* [REQUIRED WORK]:
In the entries below, find every line with "KALIABANG" and copy it.

* [RECORD SET]:
┌────────

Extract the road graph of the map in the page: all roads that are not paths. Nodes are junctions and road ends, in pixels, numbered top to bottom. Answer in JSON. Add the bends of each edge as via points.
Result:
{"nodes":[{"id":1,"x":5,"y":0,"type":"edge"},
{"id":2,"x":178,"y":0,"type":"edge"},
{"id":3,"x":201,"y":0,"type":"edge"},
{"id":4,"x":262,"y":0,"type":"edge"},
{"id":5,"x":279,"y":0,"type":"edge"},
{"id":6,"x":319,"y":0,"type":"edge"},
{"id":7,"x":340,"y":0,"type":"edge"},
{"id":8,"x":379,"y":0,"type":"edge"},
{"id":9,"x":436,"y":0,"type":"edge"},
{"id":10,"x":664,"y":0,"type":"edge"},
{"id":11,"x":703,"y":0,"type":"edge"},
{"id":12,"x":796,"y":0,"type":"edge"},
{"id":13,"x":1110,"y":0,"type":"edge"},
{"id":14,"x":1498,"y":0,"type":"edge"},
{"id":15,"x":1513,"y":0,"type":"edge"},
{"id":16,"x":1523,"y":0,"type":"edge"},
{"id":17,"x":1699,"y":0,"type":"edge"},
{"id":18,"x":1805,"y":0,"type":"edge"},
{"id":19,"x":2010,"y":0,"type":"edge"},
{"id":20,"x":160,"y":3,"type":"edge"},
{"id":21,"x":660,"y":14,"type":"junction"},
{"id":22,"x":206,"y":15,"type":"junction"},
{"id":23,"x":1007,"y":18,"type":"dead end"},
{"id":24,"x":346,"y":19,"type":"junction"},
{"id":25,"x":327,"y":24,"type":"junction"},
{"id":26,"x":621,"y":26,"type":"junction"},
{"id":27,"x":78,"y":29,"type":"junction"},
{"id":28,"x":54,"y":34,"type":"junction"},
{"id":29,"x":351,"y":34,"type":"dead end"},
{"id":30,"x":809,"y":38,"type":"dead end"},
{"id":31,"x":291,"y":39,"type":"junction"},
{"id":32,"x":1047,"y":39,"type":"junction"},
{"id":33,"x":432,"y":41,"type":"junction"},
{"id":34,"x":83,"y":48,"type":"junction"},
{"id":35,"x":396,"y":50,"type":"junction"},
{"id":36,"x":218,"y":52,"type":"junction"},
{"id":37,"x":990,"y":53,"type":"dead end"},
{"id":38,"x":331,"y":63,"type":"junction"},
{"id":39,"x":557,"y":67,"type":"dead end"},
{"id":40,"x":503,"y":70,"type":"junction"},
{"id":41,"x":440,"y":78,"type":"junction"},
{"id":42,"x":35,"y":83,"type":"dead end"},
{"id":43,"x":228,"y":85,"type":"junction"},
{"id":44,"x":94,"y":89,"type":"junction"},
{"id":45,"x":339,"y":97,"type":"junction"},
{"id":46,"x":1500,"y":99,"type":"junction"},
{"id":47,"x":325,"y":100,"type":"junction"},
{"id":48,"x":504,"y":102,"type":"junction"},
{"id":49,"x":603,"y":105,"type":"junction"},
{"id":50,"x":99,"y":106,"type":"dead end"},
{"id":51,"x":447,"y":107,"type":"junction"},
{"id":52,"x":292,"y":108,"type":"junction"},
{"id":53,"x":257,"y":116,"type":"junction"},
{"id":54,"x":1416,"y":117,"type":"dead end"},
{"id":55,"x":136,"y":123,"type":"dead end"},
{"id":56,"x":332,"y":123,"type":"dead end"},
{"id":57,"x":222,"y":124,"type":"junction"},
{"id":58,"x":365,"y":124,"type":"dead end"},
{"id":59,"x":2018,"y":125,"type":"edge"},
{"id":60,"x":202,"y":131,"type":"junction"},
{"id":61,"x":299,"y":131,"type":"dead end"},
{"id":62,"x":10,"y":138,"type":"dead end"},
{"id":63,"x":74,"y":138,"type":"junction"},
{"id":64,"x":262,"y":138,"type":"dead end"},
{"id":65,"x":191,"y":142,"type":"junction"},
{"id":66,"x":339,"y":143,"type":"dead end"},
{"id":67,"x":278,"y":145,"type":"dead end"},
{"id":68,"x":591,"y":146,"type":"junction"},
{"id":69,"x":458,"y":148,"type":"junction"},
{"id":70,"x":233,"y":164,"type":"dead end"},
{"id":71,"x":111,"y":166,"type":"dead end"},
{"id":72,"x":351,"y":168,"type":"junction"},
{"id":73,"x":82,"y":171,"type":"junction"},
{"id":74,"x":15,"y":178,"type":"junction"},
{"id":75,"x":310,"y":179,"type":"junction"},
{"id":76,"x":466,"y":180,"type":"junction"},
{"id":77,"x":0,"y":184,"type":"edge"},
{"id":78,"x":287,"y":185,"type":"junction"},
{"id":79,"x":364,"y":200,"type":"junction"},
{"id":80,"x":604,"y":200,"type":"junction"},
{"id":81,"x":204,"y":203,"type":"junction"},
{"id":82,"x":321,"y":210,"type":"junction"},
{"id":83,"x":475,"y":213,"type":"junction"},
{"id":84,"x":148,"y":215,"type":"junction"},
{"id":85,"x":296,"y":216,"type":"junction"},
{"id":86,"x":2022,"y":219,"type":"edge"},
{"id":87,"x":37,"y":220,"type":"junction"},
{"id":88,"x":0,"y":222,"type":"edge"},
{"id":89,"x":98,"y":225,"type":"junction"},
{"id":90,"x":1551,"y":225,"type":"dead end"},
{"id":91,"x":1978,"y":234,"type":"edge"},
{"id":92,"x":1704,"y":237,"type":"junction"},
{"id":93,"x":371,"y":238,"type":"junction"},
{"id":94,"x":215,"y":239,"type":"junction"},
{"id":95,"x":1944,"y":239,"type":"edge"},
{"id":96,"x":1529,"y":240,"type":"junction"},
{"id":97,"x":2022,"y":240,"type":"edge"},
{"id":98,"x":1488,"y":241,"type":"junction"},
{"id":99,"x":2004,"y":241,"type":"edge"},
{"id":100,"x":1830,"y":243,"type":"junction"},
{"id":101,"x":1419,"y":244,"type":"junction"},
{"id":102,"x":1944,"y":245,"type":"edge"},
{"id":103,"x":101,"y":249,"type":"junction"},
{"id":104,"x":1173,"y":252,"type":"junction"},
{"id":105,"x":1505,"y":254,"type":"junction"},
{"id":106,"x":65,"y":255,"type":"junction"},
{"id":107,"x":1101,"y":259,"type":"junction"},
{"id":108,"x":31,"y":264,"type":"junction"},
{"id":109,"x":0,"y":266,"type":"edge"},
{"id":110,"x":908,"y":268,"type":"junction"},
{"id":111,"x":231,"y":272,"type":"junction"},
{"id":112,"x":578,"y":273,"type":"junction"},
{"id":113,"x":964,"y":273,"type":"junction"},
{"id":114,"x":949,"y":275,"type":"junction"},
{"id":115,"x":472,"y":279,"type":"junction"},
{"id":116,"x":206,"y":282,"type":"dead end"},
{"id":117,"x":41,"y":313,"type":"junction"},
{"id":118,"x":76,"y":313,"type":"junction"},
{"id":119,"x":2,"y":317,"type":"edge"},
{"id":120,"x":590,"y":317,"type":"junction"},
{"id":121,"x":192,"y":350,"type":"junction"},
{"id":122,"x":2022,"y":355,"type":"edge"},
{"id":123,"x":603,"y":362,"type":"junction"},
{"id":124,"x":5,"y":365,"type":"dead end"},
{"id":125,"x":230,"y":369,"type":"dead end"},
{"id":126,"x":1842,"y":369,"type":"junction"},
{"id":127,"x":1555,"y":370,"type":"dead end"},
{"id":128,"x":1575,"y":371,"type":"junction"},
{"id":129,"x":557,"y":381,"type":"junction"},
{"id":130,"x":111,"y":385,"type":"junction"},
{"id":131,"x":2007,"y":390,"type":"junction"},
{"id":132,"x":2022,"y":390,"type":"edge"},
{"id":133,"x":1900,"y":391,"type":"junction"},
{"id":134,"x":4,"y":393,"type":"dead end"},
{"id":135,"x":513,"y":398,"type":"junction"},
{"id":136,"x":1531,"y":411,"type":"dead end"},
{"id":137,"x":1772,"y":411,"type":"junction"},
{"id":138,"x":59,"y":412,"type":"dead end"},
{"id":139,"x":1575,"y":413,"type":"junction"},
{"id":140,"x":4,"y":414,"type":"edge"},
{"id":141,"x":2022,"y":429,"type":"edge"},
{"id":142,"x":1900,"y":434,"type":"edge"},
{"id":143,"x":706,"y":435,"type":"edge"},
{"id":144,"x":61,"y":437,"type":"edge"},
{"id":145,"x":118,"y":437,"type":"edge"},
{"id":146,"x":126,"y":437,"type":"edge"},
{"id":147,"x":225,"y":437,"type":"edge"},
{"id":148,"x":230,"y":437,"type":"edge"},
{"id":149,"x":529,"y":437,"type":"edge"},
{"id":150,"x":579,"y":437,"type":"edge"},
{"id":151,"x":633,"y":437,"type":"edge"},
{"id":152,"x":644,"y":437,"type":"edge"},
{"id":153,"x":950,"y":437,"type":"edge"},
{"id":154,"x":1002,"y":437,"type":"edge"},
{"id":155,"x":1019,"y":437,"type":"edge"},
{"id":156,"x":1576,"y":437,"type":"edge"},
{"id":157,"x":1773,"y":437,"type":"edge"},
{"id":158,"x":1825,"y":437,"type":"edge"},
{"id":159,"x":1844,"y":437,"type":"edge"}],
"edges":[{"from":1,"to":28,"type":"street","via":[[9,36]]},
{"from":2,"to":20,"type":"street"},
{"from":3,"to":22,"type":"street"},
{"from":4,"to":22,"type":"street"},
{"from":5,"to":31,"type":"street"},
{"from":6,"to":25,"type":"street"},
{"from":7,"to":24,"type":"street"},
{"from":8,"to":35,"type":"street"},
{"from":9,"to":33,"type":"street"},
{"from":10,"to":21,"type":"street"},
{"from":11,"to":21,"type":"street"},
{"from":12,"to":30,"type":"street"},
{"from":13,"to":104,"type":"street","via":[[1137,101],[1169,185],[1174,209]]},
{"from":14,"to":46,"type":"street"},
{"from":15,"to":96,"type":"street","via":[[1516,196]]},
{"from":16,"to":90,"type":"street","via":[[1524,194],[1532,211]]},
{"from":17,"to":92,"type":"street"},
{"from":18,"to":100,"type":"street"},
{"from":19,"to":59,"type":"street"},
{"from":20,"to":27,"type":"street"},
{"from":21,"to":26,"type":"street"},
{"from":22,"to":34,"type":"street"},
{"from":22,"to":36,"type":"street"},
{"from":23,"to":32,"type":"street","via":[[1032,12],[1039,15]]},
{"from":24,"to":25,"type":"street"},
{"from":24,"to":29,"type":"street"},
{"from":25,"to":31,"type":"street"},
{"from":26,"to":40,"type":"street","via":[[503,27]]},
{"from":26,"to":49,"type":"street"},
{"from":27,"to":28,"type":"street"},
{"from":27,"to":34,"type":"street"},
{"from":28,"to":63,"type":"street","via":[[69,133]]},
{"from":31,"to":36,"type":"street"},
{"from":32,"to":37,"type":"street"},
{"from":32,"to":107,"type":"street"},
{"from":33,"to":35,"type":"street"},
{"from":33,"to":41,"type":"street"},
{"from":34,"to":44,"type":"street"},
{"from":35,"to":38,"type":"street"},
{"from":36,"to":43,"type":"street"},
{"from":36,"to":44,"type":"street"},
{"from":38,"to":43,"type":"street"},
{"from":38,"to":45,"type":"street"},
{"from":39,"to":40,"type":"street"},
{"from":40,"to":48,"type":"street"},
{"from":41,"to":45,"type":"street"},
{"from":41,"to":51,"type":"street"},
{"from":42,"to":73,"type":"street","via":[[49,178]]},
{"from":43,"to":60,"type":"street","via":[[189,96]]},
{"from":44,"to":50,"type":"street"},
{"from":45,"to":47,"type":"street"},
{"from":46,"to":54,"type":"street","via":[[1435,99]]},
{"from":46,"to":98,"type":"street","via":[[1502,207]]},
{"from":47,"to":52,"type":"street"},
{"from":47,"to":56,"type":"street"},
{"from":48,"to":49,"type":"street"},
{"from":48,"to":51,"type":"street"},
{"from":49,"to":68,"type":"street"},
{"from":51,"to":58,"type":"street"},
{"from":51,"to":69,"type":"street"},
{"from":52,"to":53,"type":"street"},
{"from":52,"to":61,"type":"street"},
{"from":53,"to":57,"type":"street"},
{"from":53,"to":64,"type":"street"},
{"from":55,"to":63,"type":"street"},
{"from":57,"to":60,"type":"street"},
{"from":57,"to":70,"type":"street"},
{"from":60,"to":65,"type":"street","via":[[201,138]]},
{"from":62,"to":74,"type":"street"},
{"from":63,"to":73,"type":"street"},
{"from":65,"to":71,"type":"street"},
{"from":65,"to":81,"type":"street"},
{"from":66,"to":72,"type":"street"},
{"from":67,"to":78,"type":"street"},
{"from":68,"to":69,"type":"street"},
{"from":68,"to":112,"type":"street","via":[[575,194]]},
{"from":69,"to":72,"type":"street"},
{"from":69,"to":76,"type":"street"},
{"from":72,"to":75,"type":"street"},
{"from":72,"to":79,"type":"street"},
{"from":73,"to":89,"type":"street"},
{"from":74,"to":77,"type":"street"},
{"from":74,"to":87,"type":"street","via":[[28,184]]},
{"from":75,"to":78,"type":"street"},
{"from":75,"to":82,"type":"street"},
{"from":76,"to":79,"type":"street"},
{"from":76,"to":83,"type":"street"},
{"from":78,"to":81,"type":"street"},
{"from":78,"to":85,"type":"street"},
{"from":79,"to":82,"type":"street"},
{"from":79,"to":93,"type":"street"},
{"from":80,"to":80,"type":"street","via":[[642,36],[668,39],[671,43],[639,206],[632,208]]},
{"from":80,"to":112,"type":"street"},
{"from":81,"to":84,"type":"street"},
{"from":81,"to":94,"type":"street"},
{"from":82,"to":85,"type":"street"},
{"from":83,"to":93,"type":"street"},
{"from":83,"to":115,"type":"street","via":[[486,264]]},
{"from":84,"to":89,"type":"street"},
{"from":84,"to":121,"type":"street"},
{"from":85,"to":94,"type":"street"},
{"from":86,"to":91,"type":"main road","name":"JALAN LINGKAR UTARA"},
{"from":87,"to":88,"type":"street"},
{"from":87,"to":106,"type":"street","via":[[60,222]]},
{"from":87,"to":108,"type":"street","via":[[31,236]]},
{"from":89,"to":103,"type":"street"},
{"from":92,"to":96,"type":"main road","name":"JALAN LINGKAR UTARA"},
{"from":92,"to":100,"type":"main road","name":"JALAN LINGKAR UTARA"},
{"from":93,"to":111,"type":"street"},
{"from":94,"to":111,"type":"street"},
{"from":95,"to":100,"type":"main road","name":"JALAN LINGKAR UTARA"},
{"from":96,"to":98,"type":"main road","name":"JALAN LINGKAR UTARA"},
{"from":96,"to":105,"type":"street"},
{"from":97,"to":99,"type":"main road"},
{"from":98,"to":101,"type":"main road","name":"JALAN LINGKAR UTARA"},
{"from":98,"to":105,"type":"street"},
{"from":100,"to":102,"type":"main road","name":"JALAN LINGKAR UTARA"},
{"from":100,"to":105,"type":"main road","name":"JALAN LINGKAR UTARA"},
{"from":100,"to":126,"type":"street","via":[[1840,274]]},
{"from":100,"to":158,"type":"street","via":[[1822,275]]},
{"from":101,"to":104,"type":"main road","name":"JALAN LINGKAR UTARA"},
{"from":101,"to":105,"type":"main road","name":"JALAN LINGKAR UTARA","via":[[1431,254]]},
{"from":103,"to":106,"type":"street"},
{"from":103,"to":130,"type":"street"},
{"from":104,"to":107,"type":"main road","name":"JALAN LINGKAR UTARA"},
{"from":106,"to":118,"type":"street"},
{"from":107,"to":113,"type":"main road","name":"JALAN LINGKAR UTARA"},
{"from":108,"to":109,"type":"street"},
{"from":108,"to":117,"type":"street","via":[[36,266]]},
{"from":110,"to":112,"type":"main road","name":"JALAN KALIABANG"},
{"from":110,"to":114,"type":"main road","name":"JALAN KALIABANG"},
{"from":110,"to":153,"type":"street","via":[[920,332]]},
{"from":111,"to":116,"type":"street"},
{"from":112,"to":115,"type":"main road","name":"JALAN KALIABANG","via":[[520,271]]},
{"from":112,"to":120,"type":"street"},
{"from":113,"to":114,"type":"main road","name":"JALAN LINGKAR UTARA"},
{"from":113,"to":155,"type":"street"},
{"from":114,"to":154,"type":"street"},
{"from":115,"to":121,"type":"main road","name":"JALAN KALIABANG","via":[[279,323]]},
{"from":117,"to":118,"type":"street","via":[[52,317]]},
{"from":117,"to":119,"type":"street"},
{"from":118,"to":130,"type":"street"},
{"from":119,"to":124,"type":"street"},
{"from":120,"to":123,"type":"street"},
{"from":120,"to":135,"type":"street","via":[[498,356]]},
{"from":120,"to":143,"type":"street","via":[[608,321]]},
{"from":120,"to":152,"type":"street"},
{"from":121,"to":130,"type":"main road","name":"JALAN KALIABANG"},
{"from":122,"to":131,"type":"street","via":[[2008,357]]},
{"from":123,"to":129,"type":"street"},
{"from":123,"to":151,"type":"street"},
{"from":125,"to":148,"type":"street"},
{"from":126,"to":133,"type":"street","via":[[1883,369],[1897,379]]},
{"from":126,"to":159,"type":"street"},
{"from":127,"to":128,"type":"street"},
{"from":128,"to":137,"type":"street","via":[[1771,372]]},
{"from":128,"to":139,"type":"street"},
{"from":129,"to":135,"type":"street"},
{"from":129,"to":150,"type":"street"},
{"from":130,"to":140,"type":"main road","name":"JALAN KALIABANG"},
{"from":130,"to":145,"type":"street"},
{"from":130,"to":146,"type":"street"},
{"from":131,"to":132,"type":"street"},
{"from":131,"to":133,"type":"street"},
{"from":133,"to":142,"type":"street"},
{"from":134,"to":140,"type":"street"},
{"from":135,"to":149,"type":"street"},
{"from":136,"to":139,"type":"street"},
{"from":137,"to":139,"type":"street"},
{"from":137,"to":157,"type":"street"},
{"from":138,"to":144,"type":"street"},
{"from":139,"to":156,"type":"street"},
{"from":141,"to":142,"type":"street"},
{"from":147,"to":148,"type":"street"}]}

└────────

* [RESULT OF THE EXERCISE]:
{"from":110,"to":112,"type":"main road","name":"JALAN KALIABANG"},
{"from":110,"to":114,"type":"main road","name":"JALAN KALIABANG"},
{"from":112,"to":115,"type":"main road","name":"JALAN KALIABANG","via":[[520,271]]},
{"from":115,"to":121,"type":"main road","name":"JALAN KALIABANG","via":[[279,323]]},
{"from":121,"to":130,"type":"main road","name":"JALAN KALIABANG"},
{"from":130,"to":140,"type":"main road","name":"JALAN KALIABANG"},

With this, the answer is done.